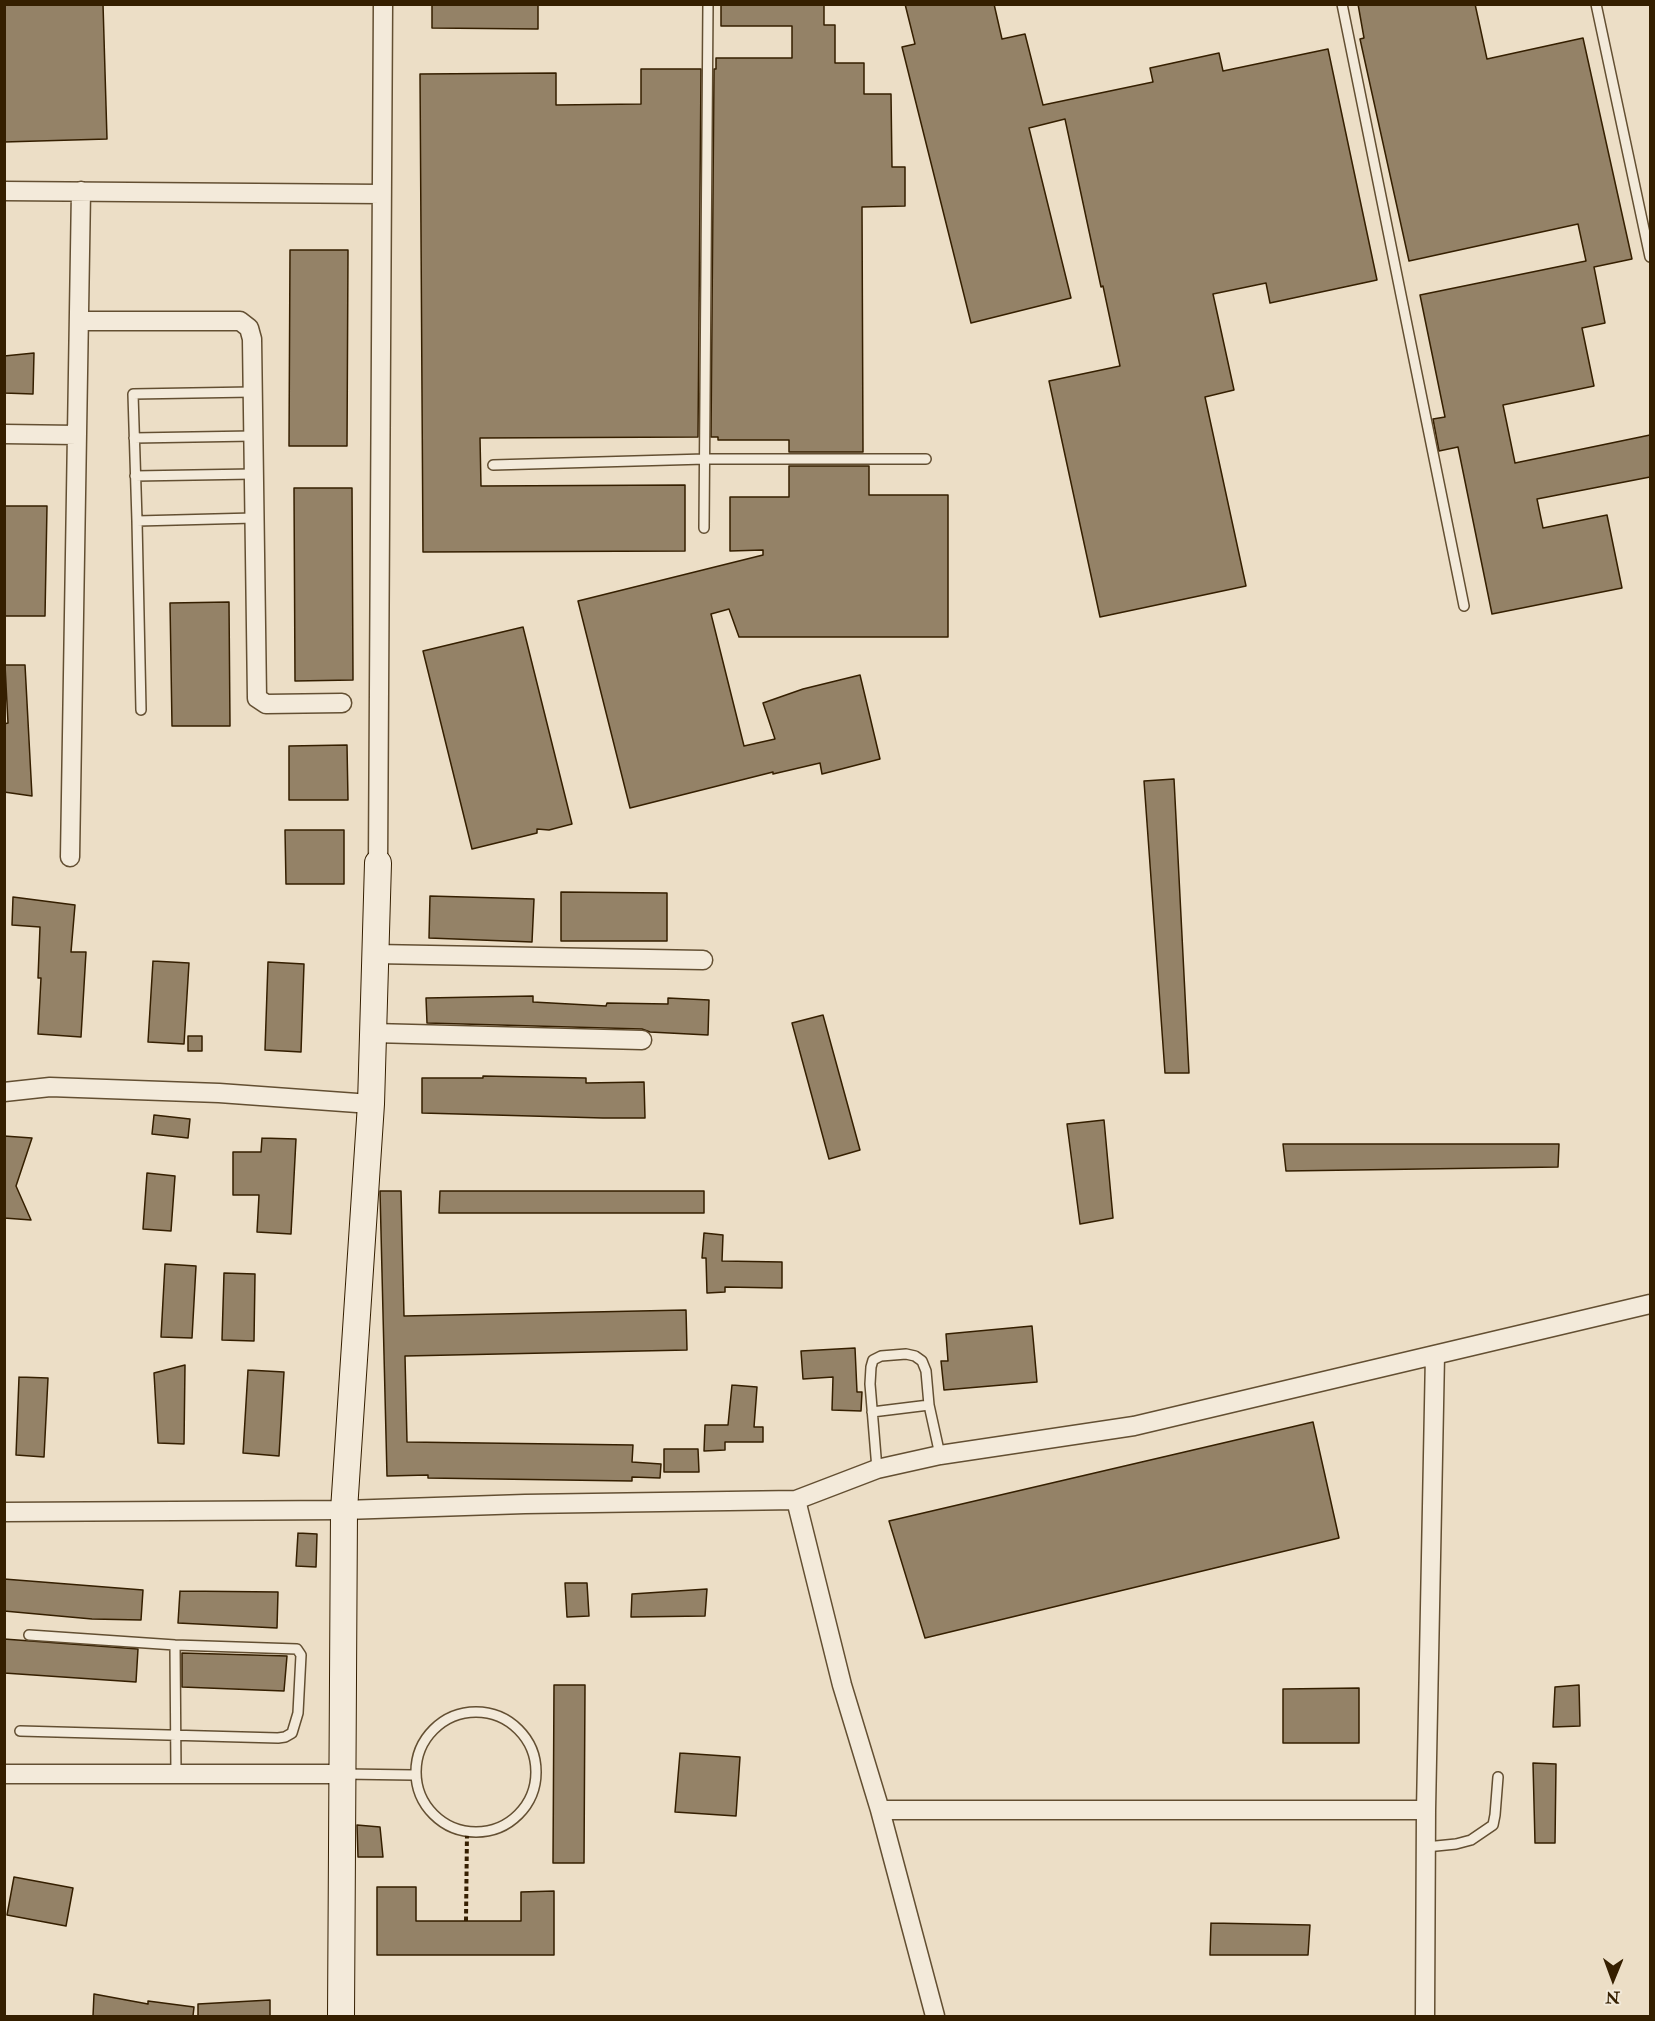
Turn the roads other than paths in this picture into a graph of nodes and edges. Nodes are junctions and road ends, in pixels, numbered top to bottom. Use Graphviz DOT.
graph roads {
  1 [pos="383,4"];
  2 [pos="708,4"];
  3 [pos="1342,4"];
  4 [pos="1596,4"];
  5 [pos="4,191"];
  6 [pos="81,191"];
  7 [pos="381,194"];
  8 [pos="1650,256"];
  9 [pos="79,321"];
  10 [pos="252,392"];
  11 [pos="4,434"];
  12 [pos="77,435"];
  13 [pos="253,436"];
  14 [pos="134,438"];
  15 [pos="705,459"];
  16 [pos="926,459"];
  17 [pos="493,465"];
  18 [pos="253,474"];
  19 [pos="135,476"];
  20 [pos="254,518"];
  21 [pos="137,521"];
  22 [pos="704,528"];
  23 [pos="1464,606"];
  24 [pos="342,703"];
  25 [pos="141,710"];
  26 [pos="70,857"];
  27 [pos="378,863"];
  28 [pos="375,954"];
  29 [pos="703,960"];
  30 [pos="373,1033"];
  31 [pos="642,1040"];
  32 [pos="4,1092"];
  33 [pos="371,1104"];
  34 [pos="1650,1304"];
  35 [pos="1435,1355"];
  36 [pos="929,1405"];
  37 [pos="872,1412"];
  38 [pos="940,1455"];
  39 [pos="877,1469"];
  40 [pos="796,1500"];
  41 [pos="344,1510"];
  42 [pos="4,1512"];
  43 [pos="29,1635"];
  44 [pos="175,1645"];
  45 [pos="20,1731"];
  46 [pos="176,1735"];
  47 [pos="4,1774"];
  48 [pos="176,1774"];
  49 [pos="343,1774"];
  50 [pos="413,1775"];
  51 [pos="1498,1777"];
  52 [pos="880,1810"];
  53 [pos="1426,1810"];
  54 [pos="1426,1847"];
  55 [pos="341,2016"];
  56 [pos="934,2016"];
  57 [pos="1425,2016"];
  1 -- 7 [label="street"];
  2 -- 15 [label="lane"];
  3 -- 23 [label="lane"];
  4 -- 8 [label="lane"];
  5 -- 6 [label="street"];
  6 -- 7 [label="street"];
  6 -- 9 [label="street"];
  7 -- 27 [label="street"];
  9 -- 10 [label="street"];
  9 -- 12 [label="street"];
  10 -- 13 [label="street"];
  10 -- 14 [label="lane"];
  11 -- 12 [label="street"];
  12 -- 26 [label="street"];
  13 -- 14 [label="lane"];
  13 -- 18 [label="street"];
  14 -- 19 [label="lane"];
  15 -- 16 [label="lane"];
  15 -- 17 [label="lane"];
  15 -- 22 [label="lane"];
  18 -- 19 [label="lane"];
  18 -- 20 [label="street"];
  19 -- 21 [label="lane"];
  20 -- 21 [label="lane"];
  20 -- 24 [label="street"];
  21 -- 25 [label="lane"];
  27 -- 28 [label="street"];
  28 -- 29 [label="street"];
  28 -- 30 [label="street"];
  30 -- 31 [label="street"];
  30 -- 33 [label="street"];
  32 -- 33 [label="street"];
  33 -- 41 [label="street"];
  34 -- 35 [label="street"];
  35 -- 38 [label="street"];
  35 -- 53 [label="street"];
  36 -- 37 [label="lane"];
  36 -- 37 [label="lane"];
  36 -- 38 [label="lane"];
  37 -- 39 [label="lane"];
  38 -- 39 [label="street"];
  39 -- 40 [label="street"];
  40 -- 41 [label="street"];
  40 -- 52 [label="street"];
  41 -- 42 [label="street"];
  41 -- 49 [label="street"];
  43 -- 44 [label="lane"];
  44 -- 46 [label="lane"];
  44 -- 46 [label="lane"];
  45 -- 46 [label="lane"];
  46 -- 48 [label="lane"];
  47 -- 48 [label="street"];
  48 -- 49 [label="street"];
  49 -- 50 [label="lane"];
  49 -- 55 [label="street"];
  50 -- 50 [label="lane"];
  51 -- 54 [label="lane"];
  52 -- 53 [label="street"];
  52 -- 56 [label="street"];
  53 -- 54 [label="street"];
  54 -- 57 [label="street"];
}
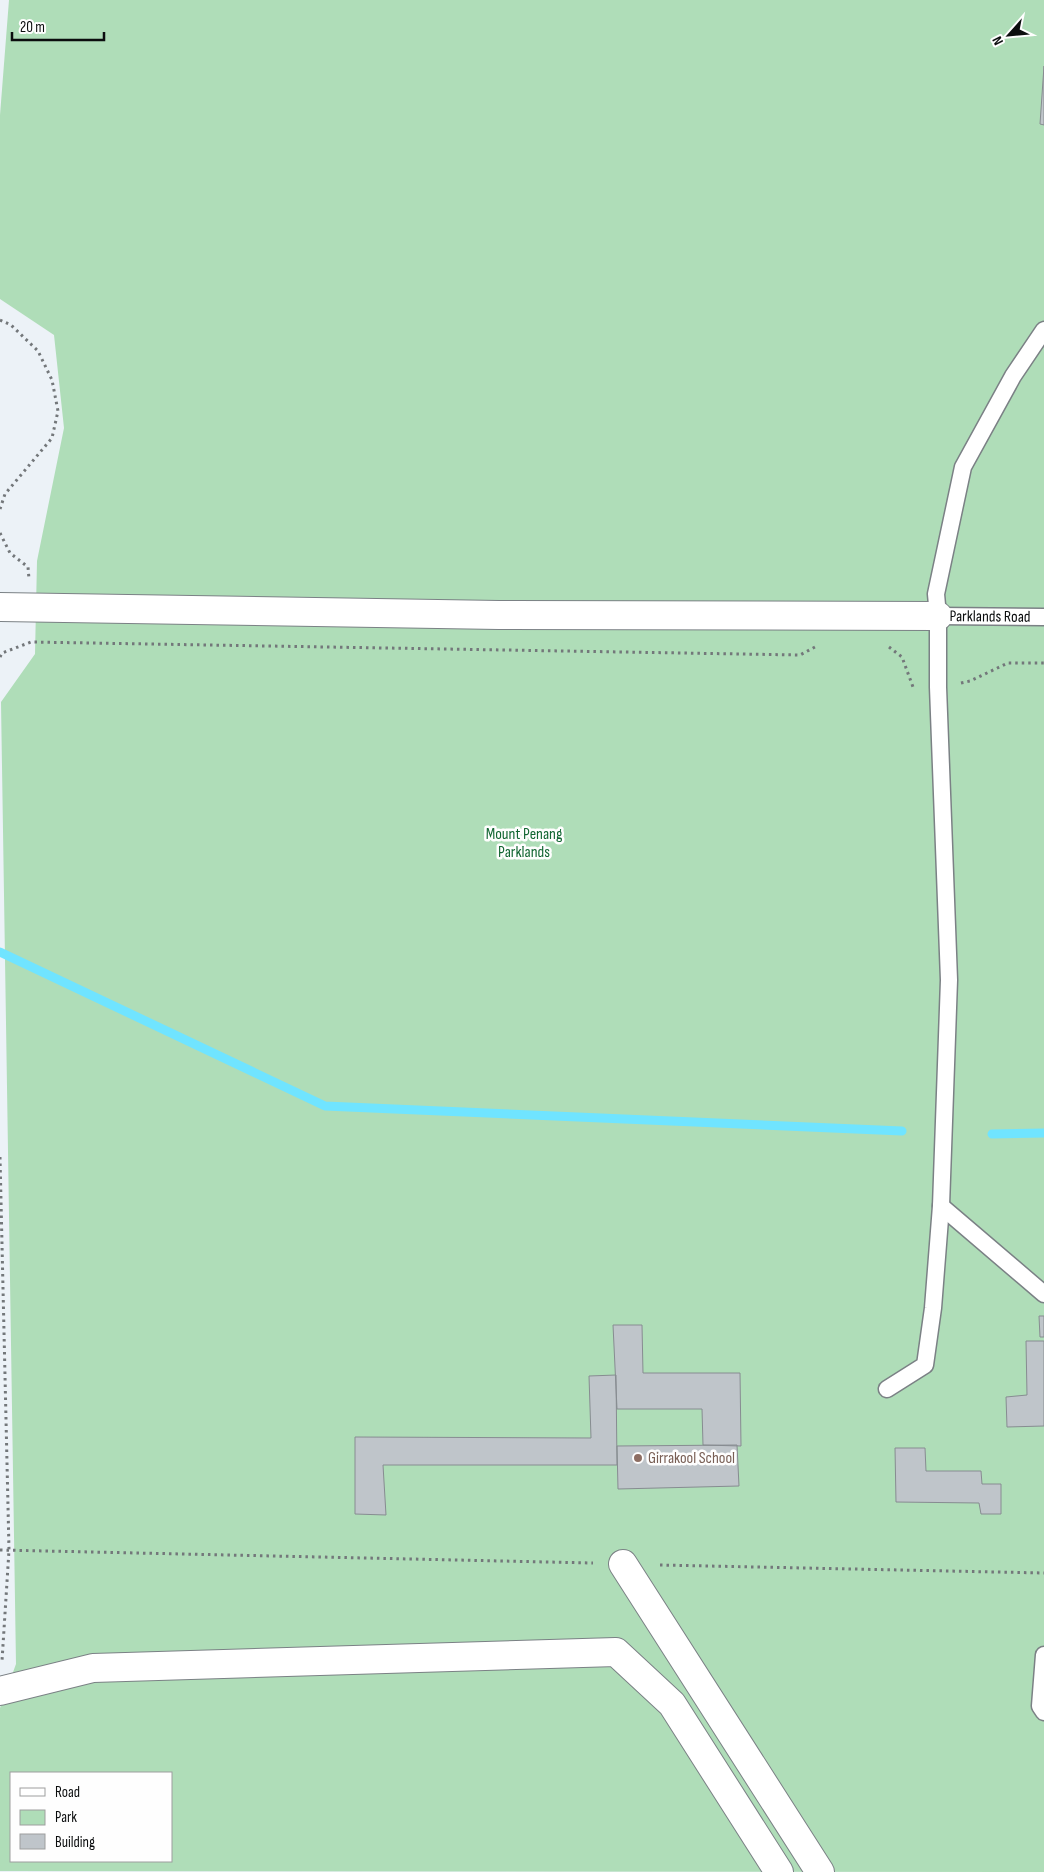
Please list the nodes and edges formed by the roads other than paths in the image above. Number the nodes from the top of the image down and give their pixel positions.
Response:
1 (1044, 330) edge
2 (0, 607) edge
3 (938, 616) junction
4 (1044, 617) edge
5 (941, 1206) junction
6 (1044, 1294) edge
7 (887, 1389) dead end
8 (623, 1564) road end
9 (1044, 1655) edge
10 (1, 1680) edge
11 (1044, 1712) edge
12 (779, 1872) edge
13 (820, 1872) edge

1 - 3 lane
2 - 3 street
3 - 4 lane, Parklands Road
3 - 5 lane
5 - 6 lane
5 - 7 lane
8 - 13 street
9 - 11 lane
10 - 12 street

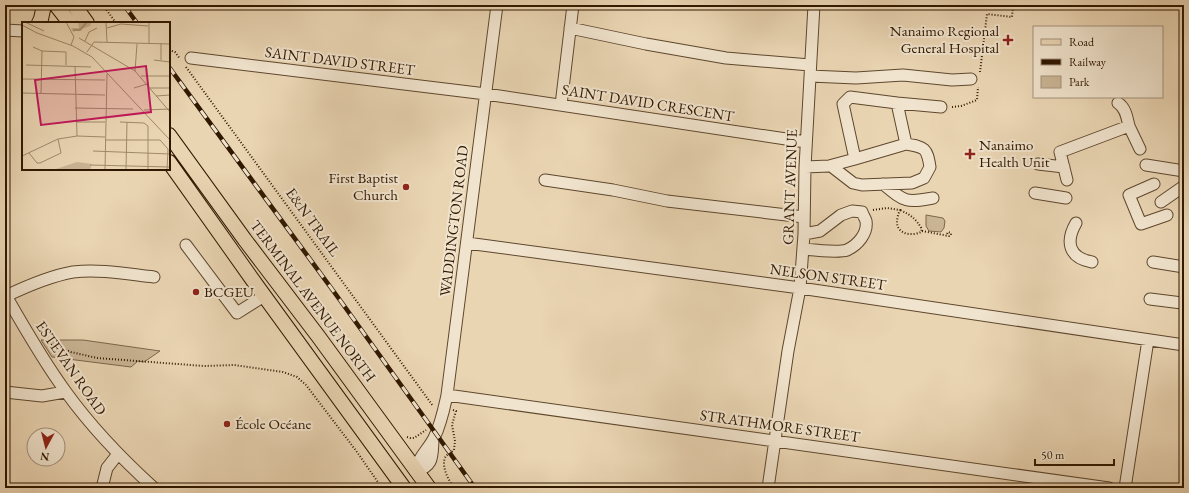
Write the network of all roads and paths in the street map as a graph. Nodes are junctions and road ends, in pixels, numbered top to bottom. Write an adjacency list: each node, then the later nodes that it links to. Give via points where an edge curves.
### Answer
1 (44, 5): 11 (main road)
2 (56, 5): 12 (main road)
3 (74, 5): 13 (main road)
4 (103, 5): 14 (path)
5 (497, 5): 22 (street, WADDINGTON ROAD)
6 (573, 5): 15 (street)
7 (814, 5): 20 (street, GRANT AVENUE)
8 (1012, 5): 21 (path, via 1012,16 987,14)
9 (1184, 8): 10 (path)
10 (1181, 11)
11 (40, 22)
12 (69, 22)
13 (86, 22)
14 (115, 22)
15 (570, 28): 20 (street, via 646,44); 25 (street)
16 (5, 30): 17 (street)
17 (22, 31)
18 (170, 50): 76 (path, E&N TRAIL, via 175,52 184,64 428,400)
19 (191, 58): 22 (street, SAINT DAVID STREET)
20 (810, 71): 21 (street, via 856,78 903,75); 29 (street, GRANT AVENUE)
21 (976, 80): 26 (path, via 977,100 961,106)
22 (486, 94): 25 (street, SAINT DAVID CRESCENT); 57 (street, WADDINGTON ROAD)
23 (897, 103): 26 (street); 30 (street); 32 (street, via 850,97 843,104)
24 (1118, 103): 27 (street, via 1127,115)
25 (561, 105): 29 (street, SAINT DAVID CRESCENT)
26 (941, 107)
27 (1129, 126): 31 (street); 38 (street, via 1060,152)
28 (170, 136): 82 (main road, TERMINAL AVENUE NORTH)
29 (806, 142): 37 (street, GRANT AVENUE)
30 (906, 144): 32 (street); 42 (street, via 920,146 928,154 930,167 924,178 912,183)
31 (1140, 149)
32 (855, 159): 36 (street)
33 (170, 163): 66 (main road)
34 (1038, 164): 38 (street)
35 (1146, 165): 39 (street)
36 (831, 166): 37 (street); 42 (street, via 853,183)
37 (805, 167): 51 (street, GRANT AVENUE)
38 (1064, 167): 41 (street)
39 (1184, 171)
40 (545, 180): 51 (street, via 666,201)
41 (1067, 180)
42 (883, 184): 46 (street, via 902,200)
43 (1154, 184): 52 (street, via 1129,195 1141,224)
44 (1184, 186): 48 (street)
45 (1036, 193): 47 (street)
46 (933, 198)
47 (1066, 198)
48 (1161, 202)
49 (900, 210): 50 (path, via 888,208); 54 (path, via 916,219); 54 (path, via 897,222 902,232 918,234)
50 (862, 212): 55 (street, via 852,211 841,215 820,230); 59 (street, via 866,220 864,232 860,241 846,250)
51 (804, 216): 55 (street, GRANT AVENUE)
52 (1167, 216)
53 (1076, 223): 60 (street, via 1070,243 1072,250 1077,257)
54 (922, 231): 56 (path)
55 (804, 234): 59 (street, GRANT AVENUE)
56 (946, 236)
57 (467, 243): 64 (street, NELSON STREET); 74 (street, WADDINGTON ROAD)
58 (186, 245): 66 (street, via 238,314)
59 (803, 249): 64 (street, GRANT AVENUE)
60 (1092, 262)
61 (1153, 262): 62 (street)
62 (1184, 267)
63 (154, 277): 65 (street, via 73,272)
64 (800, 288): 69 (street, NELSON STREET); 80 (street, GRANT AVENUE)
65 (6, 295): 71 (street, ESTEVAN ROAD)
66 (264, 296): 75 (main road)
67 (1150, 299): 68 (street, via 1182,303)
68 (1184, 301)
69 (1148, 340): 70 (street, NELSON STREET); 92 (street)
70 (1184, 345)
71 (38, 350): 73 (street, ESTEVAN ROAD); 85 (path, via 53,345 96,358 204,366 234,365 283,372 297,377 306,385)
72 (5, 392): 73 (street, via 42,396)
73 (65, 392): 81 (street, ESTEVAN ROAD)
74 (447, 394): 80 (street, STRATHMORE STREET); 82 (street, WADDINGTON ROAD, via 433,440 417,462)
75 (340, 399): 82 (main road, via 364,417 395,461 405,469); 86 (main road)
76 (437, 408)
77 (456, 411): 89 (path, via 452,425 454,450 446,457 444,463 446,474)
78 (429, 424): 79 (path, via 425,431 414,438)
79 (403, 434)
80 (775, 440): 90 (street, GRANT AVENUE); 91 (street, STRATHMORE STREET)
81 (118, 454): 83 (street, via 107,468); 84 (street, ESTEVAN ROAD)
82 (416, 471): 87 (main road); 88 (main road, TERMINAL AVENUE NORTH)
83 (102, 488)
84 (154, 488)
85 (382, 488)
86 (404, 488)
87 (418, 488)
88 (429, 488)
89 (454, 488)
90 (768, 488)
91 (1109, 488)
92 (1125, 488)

══════════

Looking at the listing above, which lines run from the one containing "Please list the" through the one containing "Write the network"? Print exactly those, ends included, pictures excluded.

Please list the nodes and edges formed by the roads other than paths in the image above. Number the nodes from the top of the image down and give their pixel positions.
Response:
1 (1044, 330) edge
2 (0, 607) edge
3 (938, 616) junction
4 (1044, 617) edge
5 (941, 1206) junction
6 (1044, 1294) edge
7 (887, 1389) dead end
8 (623, 1564) road end
9 (1044, 1655) edge
10 (1, 1680) edge
11 (1044, 1712) edge
12 (779, 1872) edge
13 (820, 1872) edge

1 - 3 lane
2 - 3 street
3 - 4 lane, Parklands Road
3 - 5 lane
5 - 6 lane
5 - 7 lane
8 - 13 street
9 - 11 lane
10 - 12 street

Write the network of all roads and paths in the street map as a graph. Nodes are junctions and road ends, in pixels, numbered top to bottom. Write an adjacency list: each node, then the later nodes that it links to. Give via points where an edge curves.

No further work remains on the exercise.